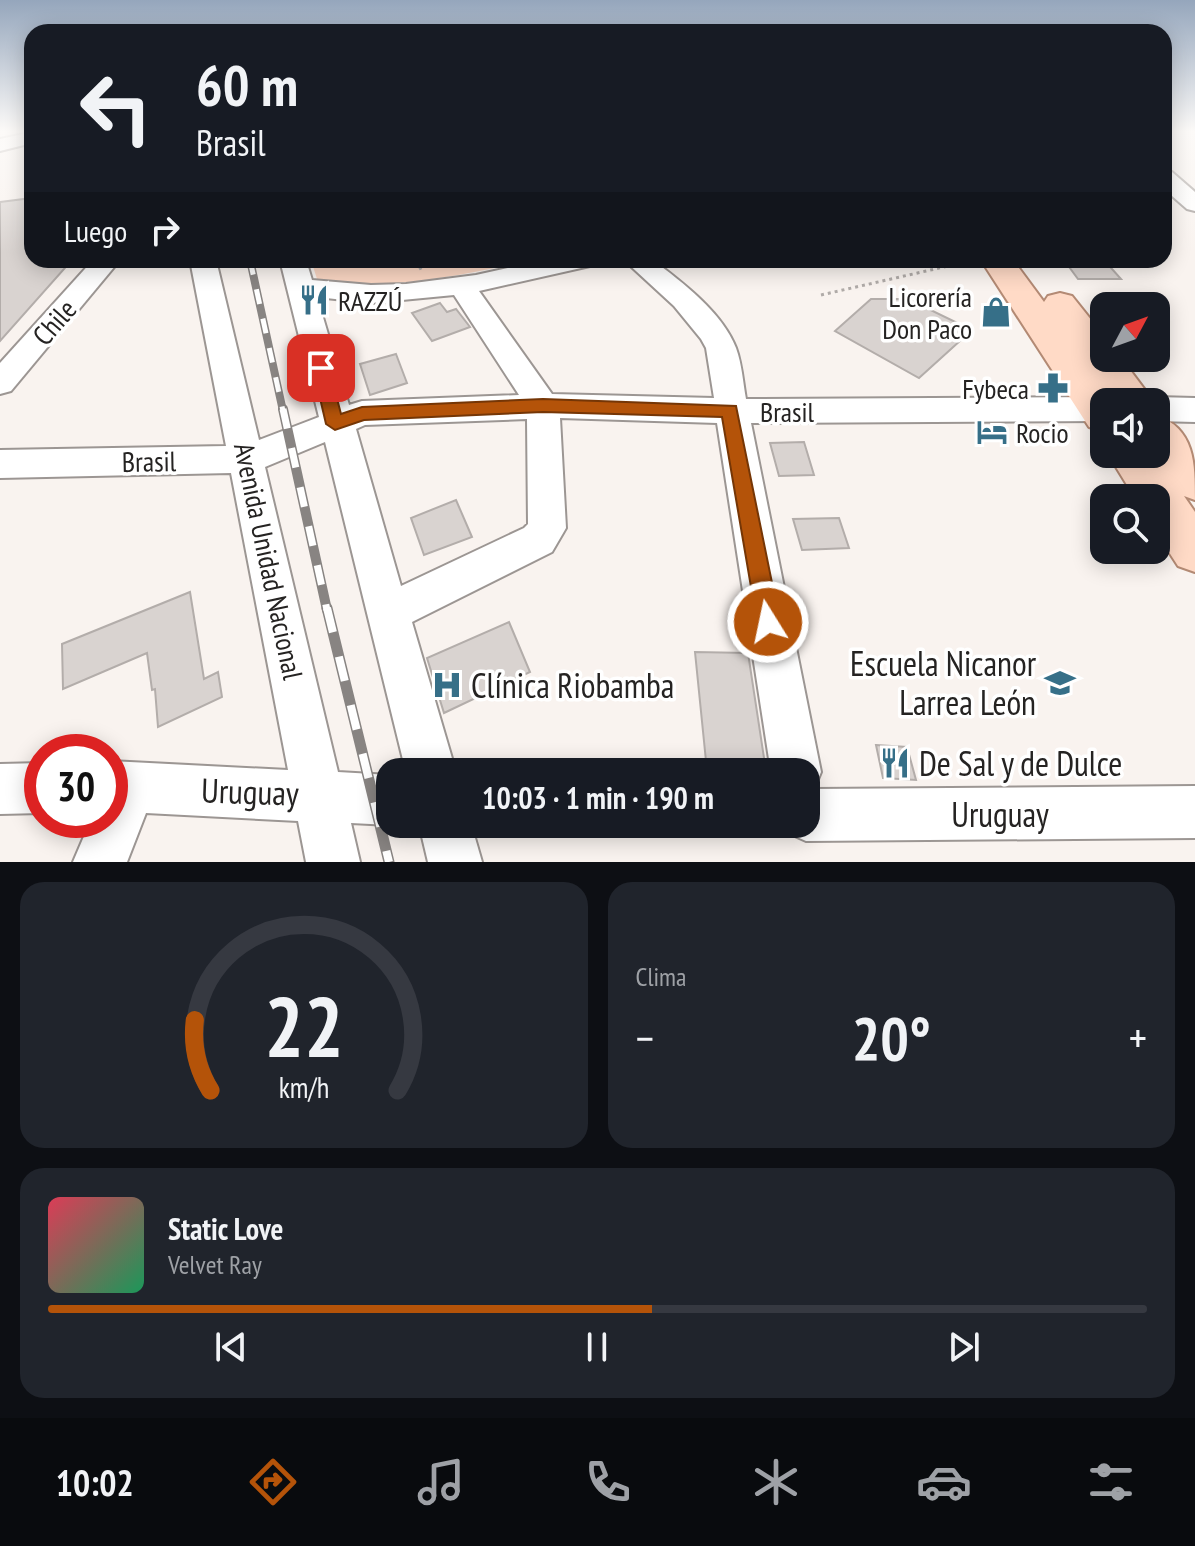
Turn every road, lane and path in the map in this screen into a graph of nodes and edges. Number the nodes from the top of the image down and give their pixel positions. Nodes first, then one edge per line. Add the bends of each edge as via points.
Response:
1 (1172, 184) edge
2 (1195, 204) edge
3 (100, 268) edge
4 (205, 268) edge
5 (420, 268) edge
6 (544, 268) edge
7 (647, 268) edge
8 (941, 268) edge
9 (1003, 268) edge
10 (1031, 268) edge
11 (412, 272) dead end
12 (297, 273) edge
13 (462, 286) junction
14 (821, 295) dead end
15 (0, 383) edge
16 (1094, 388) edge
17 (1098, 388) edge
18 (543, 406) junction
19 (1090, 409) edge
20 (1170, 409) edge
21 (1195, 410) edge
22 (730, 411) junction
23 (335, 424) junction
24 (1170, 449) edge
25 (248, 459) junction
26 (0, 464) edge
27 (1139, 468) edge
28 (1195, 482) edge
29 (1195, 551) edge
30 (386, 614) junction
31 (427, 758) edge
32 (793, 758) edge
33 (128, 786) edge
34 (24, 788) edge
35 (0, 789) edge
36 (320, 794) junction
37 (376, 799) edge
38 (1195, 812) edge
39 (820, 815) edge
40 (106, 838) edge
41 (449, 838) edge
42 (100, 862) edge
43 (333, 862) edge
44 (455, 862) edge

1 - 2 street
3 - 15 street, Chile
4 - 25 street, Avenida Unidad Nacional
5 - 11 path
6 - 13 street
7 - 22 street via 706,322 721,348
8 - 14 path
9 - 16 main road
10 - 17 main road
12 - 13 street via 322,291 422,293
12 - 23 street
13 - 18 street
18 - 22 street, Brasil
18 - 23 street, Brasil via 362,413
18 - 30 street via 547,528 538,540
19 - 22 street, Brasil
20 - 21 street
22 - 32 street
23 - 25 street, Brasil
23 - 30 street
24 - 28 main road
25 - 26 street, Brasil
25 - 36 street, Avenida Unidad Nacional
27 - 29 main road
30 - 31 street
33 - 36 street, Uruguay
34 - 35 street
36 - 37 street, Uruguay
36 - 43 street, Avenida Unidad Nacional
38 - 39 street, Uruguay
40 - 42 street
41 - 44 street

EXERCISE DIRECTIONS: Output all of the entries once more, word for word, with the images removed.

ANSWER TO THIS TASK:
Turn every road, lane and path in the map in this screen into a graph of nodes and edges. Number the nodes from the top of the image down and give their pixel positions. Nodes first, then one edge per line. Add the bends of each edge as via points.
Response:
1 (1172, 184) edge
2 (1195, 204) edge
3 (100, 268) edge
4 (205, 268) edge
5 (420, 268) edge
6 (544, 268) edge
7 (647, 268) edge
8 (941, 268) edge
9 (1003, 268) edge
10 (1031, 268) edge
11 (412, 272) dead end
12 (297, 273) edge
13 (462, 286) junction
14 (821, 295) dead end
15 (0, 383) edge
16 (1094, 388) edge
17 (1098, 388) edge
18 (543, 406) junction
19 (1090, 409) edge
20 (1170, 409) edge
21 (1195, 410) edge
22 (730, 411) junction
23 (335, 424) junction
24 (1170, 449) edge
25 (248, 459) junction
26 (0, 464) edge
27 (1139, 468) edge
28 (1195, 482) edge
29 (1195, 551) edge
30 (386, 614) junction
31 (427, 758) edge
32 (793, 758) edge
33 (128, 786) edge
34 (24, 788) edge
35 (0, 789) edge
36 (320, 794) junction
37 (376, 799) edge
38 (1195, 812) edge
39 (820, 815) edge
40 (106, 838) edge
41 (449, 838) edge
42 (100, 862) edge
43 (333, 862) edge
44 (455, 862) edge

1 - 2 street
3 - 15 street, Chile
4 - 25 street, Avenida Unidad Nacional
5 - 11 path
6 - 13 street
7 - 22 street via 706,322 721,348
8 - 14 path
9 - 16 main road
10 - 17 main road
12 - 13 street via 322,291 422,293
12 - 23 street
13 - 18 street
18 - 22 street, Brasil
18 - 23 street, Brasil via 362,413
18 - 30 street via 547,528 538,540
19 - 22 street, Brasil
20 - 21 street
22 - 32 street
23 - 25 street, Brasil
23 - 30 street
24 - 28 main road
25 - 26 street, Brasil
25 - 36 street, Avenida Unidad Nacional
27 - 29 main road
30 - 31 street
33 - 36 street, Uruguay
34 - 35 street
36 - 37 street, Uruguay
36 - 43 street, Avenida Unidad Nacional
38 - 39 street, Uruguay
40 - 42 street
41 - 44 street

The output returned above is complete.